The goal I had was to implement a Data Warehouse solution within Hadoop using the barebones Hadoop software. I guess the use case for it just doesn't map with what Hadoop offered; which was a giant distributed file system.

I tried putting stuff on top of the cluster; such as Hive, HBase, and all that fancy stuff but it just wasn't giving me the performance I wanted; which was the ability to process data in real-time as it arrived.

When I say I'm giving up on it, what I really mean is that I'm giving up on using Hadoop and Map-Reduce to process my data. I've been experimenting now with the other libraries on offer, and it appears that SHARK and SPARK are quite promising (1 TB in 7 seconds anyone?). Its still not up to the speed I want, but its definitely faster than what I had originally.

I'll keep this blog going about how I'm doing with the SHARK/SPARK combo. I heard some good things about it though its very bleeding edge. I guess only time will tell whether it will mature into a competitive product.

I've also been looking at the solution from Cloudera, but its not ready yet.
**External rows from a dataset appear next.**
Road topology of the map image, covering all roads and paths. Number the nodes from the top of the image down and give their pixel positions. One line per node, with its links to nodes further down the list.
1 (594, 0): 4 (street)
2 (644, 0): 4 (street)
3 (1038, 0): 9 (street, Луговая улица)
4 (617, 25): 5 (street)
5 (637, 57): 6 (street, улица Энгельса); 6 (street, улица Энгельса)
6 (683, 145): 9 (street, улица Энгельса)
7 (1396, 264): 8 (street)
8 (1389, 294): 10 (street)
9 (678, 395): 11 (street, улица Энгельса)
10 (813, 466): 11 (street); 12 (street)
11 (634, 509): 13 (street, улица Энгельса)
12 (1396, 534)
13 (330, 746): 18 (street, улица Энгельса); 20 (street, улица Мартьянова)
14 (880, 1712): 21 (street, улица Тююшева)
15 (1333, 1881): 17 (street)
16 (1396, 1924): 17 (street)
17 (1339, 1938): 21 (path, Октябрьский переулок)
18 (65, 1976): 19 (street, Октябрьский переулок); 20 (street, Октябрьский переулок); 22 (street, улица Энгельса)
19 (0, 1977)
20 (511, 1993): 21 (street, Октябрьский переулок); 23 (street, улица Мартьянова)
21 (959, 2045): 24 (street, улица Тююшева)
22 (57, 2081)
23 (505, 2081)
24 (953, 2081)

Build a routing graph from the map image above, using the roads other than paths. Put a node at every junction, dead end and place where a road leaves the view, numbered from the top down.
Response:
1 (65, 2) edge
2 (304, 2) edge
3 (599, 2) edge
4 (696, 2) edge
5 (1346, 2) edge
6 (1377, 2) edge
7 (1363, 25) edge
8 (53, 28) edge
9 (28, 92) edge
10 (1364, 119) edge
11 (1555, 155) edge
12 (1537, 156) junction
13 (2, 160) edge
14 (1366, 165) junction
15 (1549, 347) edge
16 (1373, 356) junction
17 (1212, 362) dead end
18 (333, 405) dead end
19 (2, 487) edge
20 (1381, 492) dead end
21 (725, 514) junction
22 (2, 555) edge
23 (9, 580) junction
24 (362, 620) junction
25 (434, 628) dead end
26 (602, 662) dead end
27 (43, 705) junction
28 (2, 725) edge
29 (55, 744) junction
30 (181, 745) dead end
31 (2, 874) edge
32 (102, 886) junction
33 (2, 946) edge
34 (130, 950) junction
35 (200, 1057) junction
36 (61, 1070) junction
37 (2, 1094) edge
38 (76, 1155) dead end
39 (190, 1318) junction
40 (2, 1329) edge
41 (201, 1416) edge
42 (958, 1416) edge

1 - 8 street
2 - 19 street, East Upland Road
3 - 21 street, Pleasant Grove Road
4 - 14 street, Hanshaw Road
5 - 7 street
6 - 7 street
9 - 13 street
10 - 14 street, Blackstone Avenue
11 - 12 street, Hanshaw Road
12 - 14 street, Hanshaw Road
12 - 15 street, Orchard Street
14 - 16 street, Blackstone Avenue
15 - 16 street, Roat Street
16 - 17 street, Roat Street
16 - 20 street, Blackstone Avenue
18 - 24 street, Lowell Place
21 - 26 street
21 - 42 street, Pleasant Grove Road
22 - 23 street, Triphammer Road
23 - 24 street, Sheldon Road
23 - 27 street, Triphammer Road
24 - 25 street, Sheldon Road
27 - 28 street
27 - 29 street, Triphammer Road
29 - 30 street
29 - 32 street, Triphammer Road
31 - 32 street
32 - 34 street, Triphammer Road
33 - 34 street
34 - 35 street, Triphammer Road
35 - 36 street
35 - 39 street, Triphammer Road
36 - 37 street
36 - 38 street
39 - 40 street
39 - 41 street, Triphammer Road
Apparently they are planning a GA release early April 2013. That's also rather promising; they too gave up on Map Reduce and instead opted for a much more efficient model.

Here are some slides on the topic:
(Cloudera) http://www.slideshare.net/cloudera/cloudera-impala-a-modern-sql-engine-for-apache-hadoop

(Spark + Shark) http://www.slideshare.net/Hadoop_Summit/spark-and-shark

Friday, February 8, 2013

Hadoop and FQDN

I was mucking around with Hadoop today, trying to get a few more nodes up and running. The tricky bit about deploying new nodes is the setting up of the node names, the ip addresses, and the sharing of the ssh keys.

I wrote a nice script that would deploy all the information I needed onto each server in one go. This allows me to quickly send commands, copy files, etc without using passwords. Its great for managing servers.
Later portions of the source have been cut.